Do you currently participate in hookup culture on Stanford campus?

“I don’t have Stanford hos. A ‘ho’ is someone you routinely hook up with. You just have that understanding. Sophomore year, I had a Stanford ho and that was bad because he got feelings, and I really wish that I would have watered those feelings, because in retrospect, he was a good guy — could have been a whole husband.”

Do you think high pressure environments, like Stanford, foster hooking up?

“Stanford is not the best place for relationships — I don’t think. I think we move too fast here… I think it’s hard to have time for yourself that feels slow and feels committed. Like I can’t even have that with myself, so just being honest, I don’t know how much  I can extend that time to other people either.”

What has it been like navigating hookup culture as a Black individual at a PWI?

“My experience of Stanford has always been colored, though… The people I’m interested in romantically [and] sexually are, to be honest, people of color. And to be very honest, Black people. One thing for me in undergrad was just building confidence, in terms of feeling comfortable participating in romance or hookup cultures.”


African, Kenyan

Year: Junior

Hometown: Kenya

How would you define “hookups”?

“Hookups for me must have the component of a stranger. Like, it’s not someone you’re familiar with. I loosely define hookups in the sense that making out and shit [still counts] as a hookup.”

What was your first experience hooking up with someone at Stanford?

“Sophomore year. It was with a senior and it was weird for me… because it’s almost like from the jump, the intent is to have sex. And personally, it’s not something I’m comfortable with. I want to be comfortable with you  and around you before we proceed to this thing that is very personal.”

What has it been like navigating hookup culture as a Black individual at a PWI?

“If you look at the statistics, you know that most people meet their spouses in college.

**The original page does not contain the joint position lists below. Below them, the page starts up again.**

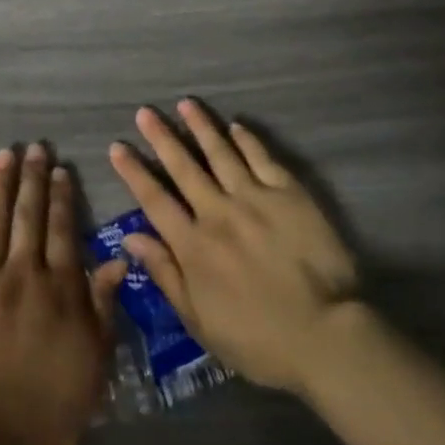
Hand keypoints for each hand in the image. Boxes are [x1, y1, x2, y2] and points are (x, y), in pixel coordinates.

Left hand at [0, 144, 128, 444]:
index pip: (63, 231)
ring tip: (5, 156)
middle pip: (28, 216)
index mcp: (60, 290)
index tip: (60, 170)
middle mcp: (24, 274)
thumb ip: (102, 307)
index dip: (62, 197)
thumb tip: (116, 259)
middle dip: (32, 178)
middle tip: (34, 148)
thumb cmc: (49, 412)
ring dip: (0, 185)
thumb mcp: (93, 363)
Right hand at [107, 99, 361, 396]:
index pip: (154, 200)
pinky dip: (247, 140)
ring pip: (221, 153)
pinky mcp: (289, 195)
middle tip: (144, 112)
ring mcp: (255, 199)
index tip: (118, 147)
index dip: (134, 172)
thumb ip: (165, 274)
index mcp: (193, 246)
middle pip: (184, 167)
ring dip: (201, 127)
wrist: (326, 337)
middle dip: (161, 137)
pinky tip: (235, 126)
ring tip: (185, 104)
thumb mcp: (199, 321)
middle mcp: (218, 213)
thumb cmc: (258, 340)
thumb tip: (131, 237)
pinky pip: (263, 159)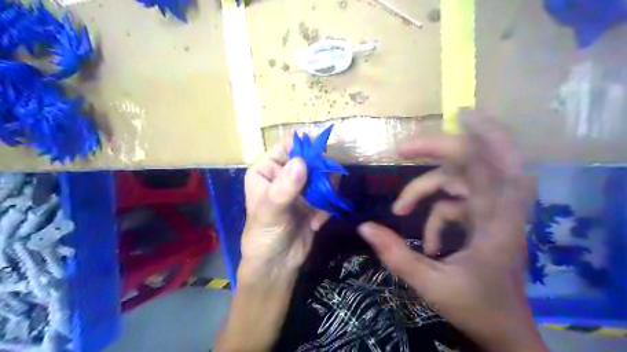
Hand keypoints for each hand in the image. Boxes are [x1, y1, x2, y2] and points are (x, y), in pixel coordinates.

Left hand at [239, 142, 327, 281]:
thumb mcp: (270, 212)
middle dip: (320, 174)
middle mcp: (284, 174)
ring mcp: (301, 188)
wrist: (276, 265)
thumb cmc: (264, 236)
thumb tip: (300, 161)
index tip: (321, 154)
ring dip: (325, 192)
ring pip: (323, 176)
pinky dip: (327, 207)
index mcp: (267, 170)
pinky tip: (317, 224)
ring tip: (318, 210)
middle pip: (310, 160)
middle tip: (324, 189)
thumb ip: (284, 188)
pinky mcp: (314, 201)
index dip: (304, 147)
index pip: (286, 147)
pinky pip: (328, 194)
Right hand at [357, 110, 549, 351]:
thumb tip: (363, 227)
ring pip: (461, 179)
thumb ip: (396, 255)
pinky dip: (437, 213)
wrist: (505, 331)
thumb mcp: (430, 285)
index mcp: (498, 222)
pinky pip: (457, 202)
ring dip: (427, 188)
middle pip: (484, 158)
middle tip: (406, 148)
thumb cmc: (475, 308)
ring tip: (400, 208)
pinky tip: (427, 240)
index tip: (453, 118)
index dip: (477, 136)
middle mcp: (501, 210)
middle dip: (446, 146)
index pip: (493, 165)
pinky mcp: (485, 219)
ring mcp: (493, 213)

That’s not true for minorities. There’s obviously a smaller population, and then it gets way smaller when you combine queerness… Dating outside of your culture, it’s not even about preferences, it’s hard. [But] I no longer participate in hookup culture and, it’s not out of choice. There’s nothing out here.”

Was there something that drew you to participate the hookup culture?

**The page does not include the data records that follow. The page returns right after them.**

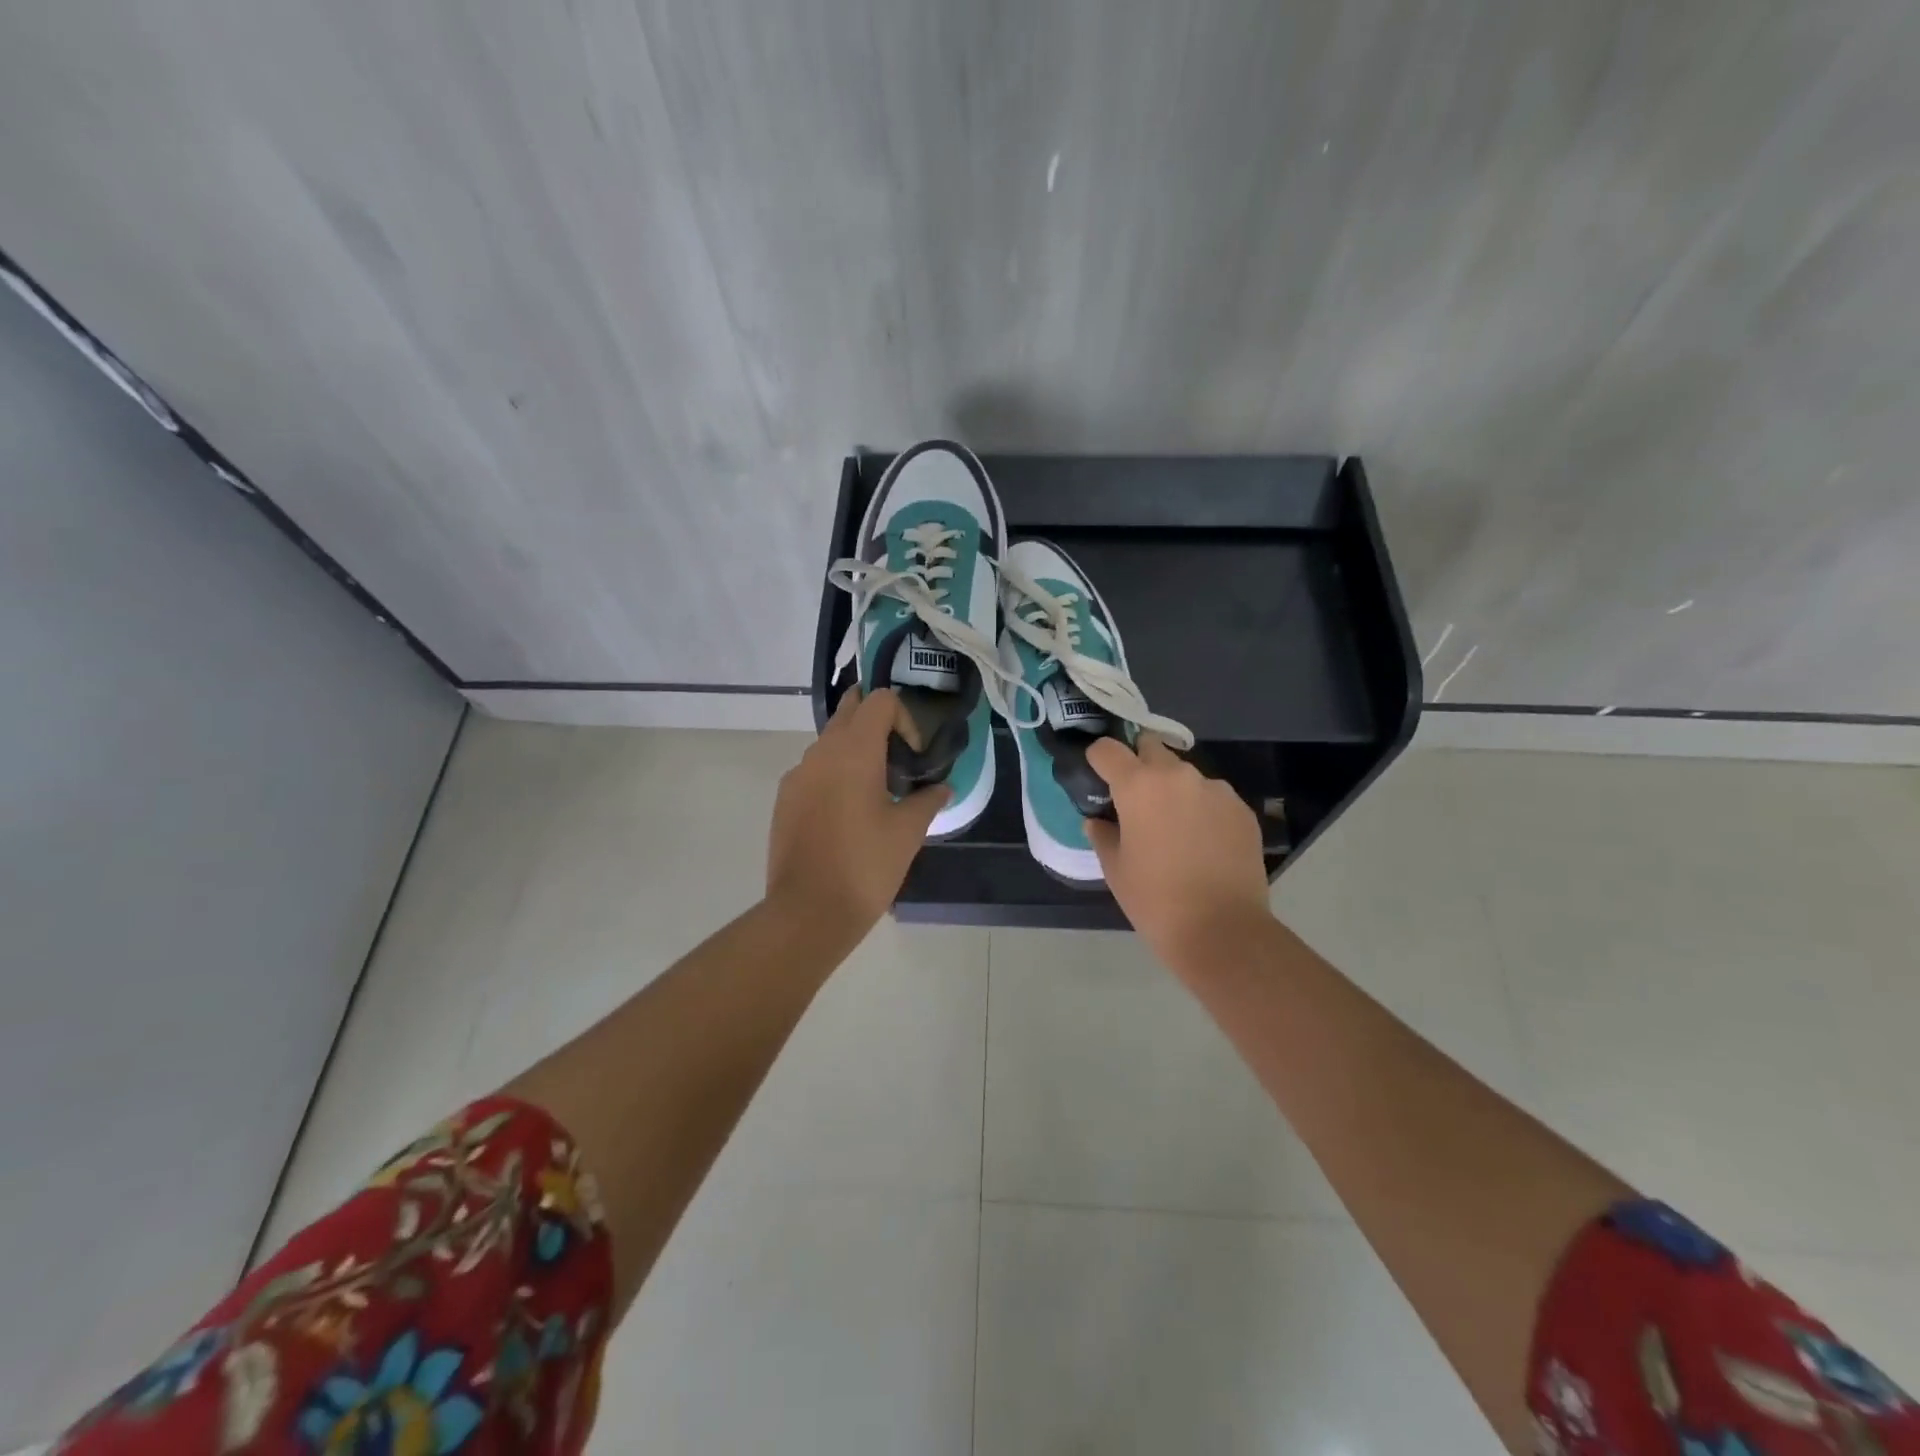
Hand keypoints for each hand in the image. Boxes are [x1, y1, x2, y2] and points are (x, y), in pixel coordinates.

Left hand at [767, 688, 949, 939]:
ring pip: (829, 741)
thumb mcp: (908, 832)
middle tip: (899, 752)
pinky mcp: (785, 798)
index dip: (904, 717)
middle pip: (849, 711)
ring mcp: (797, 775)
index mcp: (854, 750)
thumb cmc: (866, 865)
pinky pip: (814, 769)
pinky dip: (834, 772)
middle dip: (876, 721)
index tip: (914, 754)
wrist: (809, 911)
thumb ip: (928, 800)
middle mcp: (821, 751)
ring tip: (876, 786)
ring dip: (854, 748)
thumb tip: (942, 788)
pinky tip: (848, 810)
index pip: (879, 700)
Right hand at [1086, 735, 1275, 973]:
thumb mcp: (1115, 869)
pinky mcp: (1242, 810)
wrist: (1222, 930)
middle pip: (1151, 748)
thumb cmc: (1155, 900)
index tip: (1097, 776)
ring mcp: (1216, 790)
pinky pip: (1214, 797)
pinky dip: (1203, 809)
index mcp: (1138, 786)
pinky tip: (1203, 843)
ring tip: (1175, 827)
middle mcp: (1178, 776)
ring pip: (1186, 774)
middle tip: (1136, 798)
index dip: (1098, 759)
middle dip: (1139, 764)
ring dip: (1174, 789)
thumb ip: (1102, 835)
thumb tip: (1098, 821)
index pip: (1107, 749)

“Validation… I used to have [self]-esteem issues and I felt like, most people, when you hook up with someone it meant that there’s nothing wrong with you — like ‘Oh, okay. Fine, I’m not that undesirable. Okay, I’m desirable to someone.’”


Hooking up is a dynamically defined term. It interacts with distinct identities differently, shaping vastly dissimilar experiences; and as Black individuals, we have experiences that differ from our non-Black peers, but also from our fellow Black peers. Our religious beliefs, cultures, queerness and a myriad of other factors shape our hookup experiences. While these few interviews don’t represent the entire Black student body on Stanford campus, these accounts do display a needed consciousness when approaching hookup culture. As college students, we can continue perpetuating a culture of objectification, hyper-sexualization and disregard that undermines the humanity of our peers. Or we can choose to embrace a culture that recognizes and acknowledges our differences, all while contributing to a phenomenon that fosters our own sexual liberation but not at anyone’s expense.